=== Begin Enclosure ===

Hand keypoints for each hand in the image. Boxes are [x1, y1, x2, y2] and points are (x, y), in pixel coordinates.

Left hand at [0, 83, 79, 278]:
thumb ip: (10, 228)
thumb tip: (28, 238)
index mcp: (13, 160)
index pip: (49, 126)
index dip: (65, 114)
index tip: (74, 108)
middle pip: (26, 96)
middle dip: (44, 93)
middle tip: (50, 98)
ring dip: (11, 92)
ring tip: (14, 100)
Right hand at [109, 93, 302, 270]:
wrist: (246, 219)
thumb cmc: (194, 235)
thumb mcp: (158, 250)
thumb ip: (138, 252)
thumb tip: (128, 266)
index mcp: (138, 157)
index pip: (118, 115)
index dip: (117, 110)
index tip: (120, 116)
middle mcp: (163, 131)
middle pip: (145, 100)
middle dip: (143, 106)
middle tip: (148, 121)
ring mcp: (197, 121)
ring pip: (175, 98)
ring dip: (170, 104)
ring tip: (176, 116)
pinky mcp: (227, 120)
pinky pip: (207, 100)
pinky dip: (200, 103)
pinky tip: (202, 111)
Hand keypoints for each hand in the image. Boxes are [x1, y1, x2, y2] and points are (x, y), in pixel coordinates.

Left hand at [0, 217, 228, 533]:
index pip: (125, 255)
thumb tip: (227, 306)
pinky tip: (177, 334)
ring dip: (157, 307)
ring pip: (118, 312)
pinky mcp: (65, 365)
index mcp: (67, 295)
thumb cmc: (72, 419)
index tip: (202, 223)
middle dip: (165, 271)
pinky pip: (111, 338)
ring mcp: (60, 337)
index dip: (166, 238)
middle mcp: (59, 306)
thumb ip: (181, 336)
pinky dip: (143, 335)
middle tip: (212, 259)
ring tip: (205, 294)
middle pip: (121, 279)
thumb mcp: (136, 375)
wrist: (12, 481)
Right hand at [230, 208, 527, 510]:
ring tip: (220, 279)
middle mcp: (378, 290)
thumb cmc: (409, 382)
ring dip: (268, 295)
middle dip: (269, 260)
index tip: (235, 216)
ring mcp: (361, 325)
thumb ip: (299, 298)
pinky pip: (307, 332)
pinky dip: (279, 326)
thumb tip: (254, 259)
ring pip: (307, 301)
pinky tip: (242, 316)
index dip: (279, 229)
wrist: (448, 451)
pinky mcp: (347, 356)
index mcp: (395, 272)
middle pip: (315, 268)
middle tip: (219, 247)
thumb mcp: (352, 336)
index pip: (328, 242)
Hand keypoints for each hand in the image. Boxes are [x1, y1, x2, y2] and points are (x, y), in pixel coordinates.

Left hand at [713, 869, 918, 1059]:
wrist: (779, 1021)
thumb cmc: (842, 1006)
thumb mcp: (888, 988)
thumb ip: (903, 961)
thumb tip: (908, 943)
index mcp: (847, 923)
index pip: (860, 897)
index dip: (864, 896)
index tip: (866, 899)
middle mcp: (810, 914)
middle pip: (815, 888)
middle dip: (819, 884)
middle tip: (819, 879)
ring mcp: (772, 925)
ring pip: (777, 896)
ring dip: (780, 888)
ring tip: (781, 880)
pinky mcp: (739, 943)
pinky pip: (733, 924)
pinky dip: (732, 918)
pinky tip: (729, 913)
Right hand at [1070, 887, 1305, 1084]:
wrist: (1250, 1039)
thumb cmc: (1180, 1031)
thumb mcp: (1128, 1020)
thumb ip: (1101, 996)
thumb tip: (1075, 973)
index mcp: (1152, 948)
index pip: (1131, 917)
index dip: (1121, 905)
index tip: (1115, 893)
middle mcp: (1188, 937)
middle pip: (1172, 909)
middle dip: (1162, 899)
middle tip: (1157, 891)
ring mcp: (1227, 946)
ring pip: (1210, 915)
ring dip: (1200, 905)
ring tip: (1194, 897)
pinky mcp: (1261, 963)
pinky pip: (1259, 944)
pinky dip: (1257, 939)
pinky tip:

=== End Enclosure ===

Search the listing for the word "Left" and return each line that holds it.

Left hand at [0, 83, 79, 278]:
Left hand at [0, 217, 228, 533]:
Left hand at [713, 869, 918, 1059]:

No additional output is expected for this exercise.